◆ EXERCISE DIRECTIONS:
Pick every line out of the entries below that holds the string "Include", and report them.
***
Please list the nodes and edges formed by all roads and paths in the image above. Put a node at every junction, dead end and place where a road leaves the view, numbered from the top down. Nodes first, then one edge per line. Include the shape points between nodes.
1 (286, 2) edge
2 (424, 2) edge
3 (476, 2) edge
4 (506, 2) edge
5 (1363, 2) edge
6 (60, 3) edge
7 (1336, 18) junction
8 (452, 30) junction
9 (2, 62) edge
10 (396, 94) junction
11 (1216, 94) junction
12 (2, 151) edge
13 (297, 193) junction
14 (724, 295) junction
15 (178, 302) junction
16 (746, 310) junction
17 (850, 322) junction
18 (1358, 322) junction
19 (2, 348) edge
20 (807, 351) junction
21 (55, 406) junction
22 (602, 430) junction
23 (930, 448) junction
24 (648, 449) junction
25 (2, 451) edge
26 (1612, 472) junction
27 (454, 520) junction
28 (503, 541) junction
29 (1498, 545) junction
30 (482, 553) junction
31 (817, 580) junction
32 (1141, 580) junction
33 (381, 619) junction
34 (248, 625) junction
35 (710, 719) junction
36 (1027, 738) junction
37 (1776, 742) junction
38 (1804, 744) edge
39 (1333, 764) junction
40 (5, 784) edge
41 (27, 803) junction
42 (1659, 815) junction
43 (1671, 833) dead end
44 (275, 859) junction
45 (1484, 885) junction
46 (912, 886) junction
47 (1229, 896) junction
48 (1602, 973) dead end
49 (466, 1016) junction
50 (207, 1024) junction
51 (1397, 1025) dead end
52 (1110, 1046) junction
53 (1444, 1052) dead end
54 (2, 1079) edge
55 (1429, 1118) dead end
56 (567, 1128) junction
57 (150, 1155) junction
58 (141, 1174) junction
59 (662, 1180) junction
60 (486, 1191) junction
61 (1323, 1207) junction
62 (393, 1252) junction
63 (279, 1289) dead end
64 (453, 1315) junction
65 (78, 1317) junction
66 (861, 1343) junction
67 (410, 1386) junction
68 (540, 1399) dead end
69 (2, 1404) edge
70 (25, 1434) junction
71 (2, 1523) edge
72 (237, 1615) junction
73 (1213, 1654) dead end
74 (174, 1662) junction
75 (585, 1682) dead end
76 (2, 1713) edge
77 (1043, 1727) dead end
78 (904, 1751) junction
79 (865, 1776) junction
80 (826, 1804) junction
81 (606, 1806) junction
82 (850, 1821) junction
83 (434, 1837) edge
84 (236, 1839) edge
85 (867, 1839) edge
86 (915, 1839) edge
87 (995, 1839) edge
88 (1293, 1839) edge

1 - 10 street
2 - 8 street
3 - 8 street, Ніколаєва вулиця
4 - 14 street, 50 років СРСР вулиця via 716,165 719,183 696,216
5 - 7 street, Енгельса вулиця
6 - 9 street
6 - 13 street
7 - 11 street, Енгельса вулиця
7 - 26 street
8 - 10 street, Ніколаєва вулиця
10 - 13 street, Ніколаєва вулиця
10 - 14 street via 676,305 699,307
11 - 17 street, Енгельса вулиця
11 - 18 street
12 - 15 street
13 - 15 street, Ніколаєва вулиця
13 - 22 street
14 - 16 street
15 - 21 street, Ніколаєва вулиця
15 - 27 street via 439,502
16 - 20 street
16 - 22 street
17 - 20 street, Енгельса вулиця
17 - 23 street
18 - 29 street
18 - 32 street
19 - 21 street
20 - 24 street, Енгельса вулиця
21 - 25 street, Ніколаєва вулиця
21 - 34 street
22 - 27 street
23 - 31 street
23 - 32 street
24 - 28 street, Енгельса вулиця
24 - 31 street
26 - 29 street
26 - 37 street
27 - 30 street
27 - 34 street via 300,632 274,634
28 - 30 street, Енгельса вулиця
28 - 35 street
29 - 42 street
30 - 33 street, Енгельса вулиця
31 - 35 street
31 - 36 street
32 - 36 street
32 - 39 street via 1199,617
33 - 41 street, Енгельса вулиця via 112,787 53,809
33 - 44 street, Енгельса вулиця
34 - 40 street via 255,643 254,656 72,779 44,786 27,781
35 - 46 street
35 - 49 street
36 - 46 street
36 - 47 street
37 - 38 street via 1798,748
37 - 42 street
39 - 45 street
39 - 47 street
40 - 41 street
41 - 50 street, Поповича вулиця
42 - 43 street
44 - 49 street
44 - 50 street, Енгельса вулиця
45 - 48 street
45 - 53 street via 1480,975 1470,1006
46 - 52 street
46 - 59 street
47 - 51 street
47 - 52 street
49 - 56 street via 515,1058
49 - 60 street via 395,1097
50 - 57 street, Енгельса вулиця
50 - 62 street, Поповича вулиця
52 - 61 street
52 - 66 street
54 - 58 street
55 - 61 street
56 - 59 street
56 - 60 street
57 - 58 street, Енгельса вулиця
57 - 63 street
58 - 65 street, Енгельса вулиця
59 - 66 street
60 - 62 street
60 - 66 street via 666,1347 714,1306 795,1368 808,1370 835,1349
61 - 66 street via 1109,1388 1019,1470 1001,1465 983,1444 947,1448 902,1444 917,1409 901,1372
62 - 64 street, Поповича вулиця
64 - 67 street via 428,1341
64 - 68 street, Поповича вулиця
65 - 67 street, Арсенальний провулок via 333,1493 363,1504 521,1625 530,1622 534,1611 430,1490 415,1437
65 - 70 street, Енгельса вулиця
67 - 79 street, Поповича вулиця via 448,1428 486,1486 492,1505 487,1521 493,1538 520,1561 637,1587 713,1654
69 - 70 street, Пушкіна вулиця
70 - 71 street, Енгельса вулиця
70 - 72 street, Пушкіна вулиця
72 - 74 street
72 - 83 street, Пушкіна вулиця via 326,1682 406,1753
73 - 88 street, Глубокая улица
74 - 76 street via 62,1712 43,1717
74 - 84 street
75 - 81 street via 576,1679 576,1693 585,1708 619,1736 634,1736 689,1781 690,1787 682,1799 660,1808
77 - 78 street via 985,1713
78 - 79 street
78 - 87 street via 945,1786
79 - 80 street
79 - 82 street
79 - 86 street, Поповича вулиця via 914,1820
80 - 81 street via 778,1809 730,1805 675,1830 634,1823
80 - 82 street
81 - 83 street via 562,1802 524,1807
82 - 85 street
***
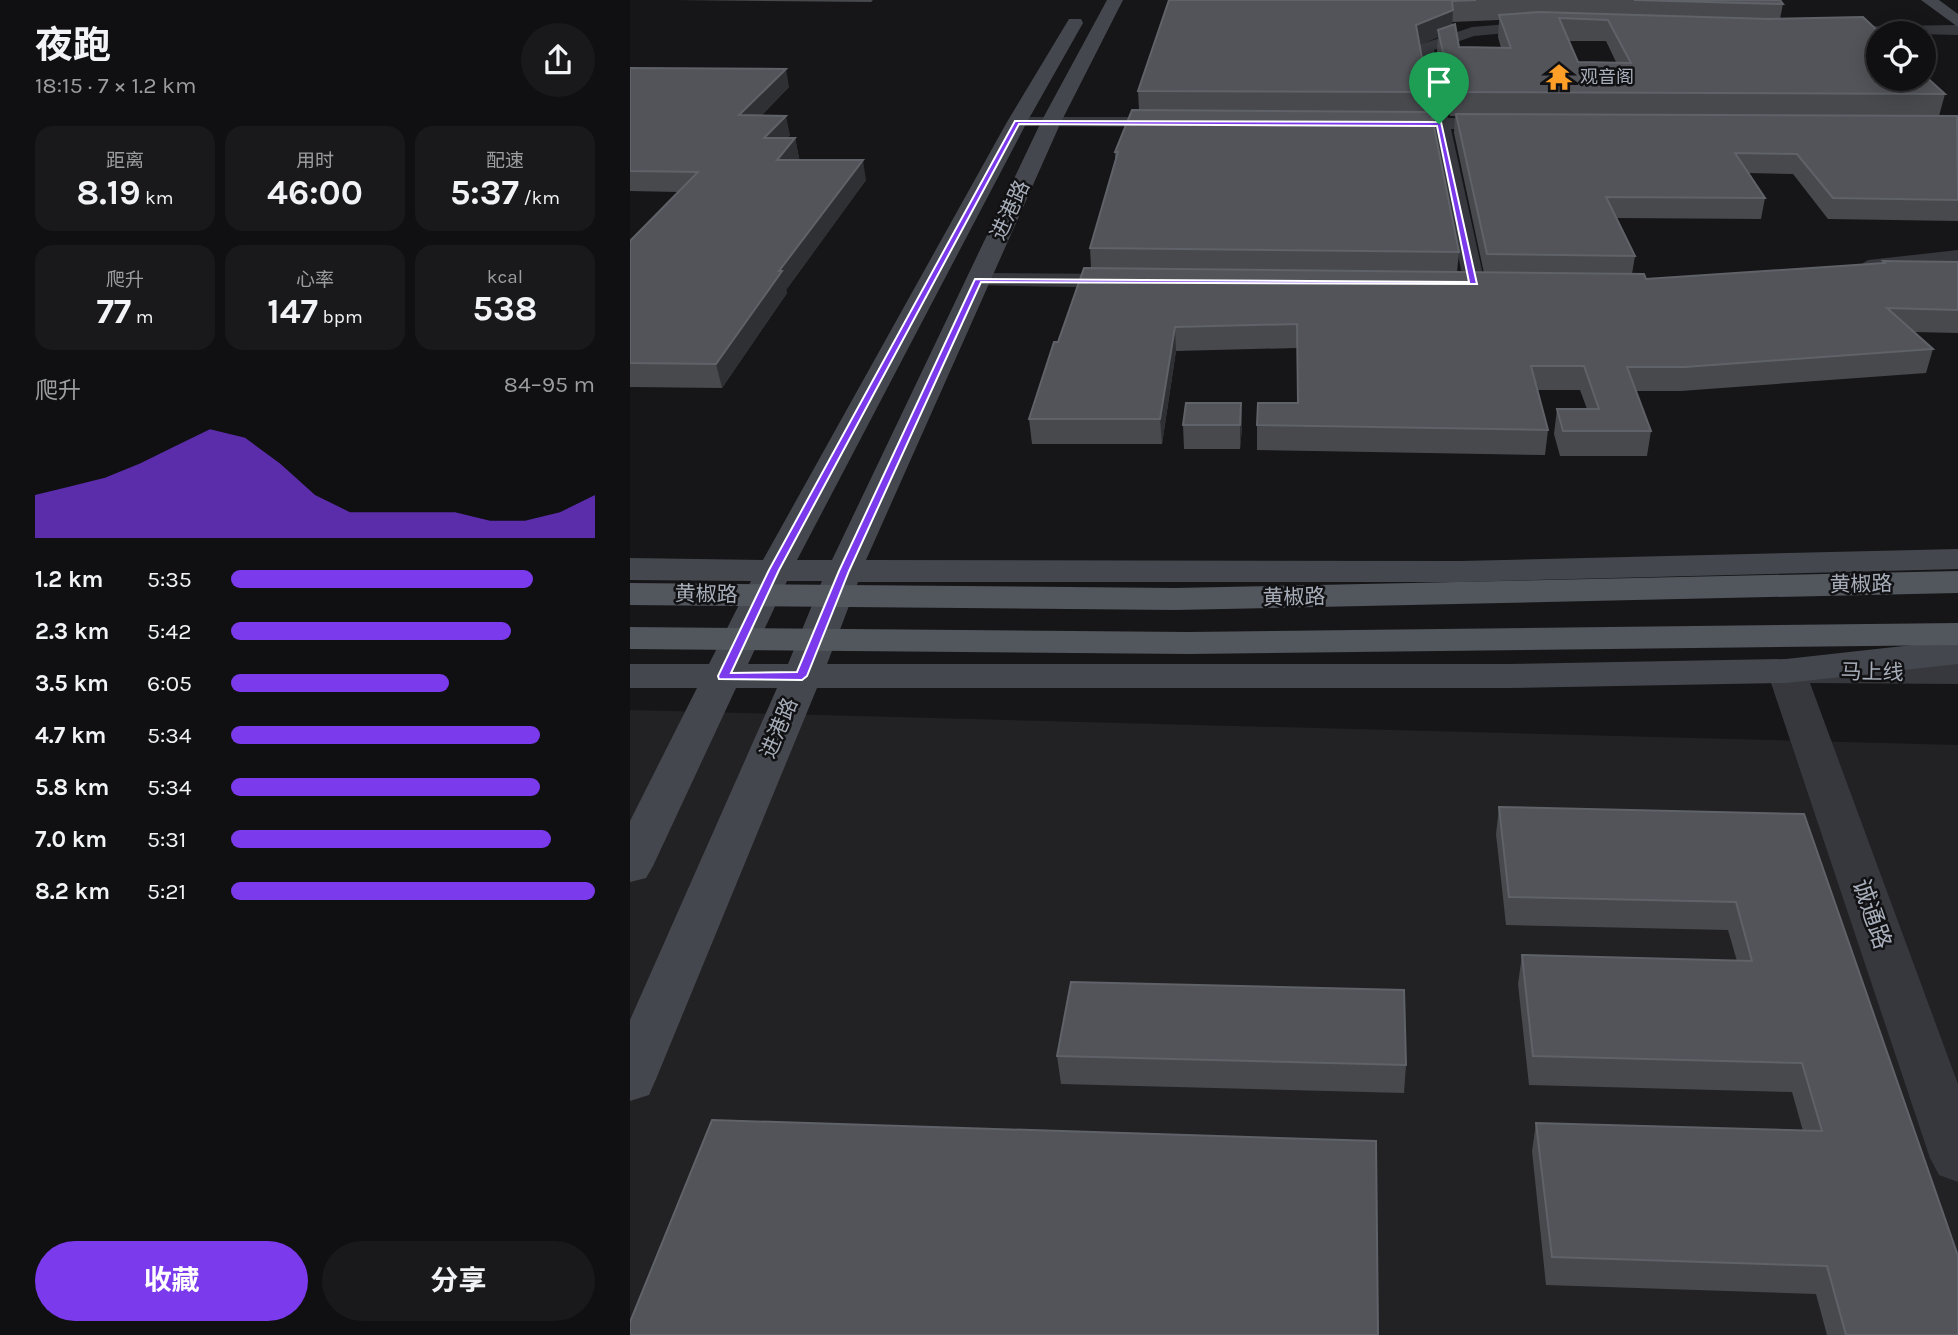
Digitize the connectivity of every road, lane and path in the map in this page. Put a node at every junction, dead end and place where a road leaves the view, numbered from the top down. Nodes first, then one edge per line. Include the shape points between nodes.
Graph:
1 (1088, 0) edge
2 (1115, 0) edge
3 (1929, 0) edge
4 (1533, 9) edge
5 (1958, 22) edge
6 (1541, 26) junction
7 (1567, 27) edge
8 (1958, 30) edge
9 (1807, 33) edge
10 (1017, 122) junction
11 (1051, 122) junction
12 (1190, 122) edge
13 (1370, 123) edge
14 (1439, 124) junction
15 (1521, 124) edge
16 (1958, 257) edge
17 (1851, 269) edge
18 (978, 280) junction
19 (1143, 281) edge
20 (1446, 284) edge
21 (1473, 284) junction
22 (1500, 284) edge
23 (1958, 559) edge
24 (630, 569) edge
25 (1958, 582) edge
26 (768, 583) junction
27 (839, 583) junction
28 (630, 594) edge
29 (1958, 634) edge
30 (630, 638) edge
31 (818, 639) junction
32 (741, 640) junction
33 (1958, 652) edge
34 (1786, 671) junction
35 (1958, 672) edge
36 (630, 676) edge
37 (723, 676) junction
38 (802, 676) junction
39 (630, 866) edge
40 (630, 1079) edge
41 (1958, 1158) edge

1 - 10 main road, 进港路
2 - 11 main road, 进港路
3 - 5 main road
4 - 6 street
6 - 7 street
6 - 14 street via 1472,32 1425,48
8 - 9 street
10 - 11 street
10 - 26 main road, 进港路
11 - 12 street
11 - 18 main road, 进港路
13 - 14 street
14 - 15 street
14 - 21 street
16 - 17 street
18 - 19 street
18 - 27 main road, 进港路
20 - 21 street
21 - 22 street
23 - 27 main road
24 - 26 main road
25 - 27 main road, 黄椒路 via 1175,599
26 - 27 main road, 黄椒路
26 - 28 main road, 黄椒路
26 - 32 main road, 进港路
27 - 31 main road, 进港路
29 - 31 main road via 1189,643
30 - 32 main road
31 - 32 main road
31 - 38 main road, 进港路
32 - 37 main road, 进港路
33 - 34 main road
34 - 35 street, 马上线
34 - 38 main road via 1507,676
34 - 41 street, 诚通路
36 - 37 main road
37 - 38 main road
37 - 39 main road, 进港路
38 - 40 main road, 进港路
***
◆ OUTPUT FOR THIS TASK:
Please list the nodes and edges formed by all roads and paths in the image above. Put a node at every junction, dead end and place where a road leaves the view, numbered from the top down. Nodes first, then one edge per line. Include the shape points between nodes.
Digitize the connectivity of every road, lane and path in the map in this page. Put a node at every junction, dead end and place where a road leaves the view, numbered from the top down. Nodes first, then one edge per line. Include the shape points between nodes.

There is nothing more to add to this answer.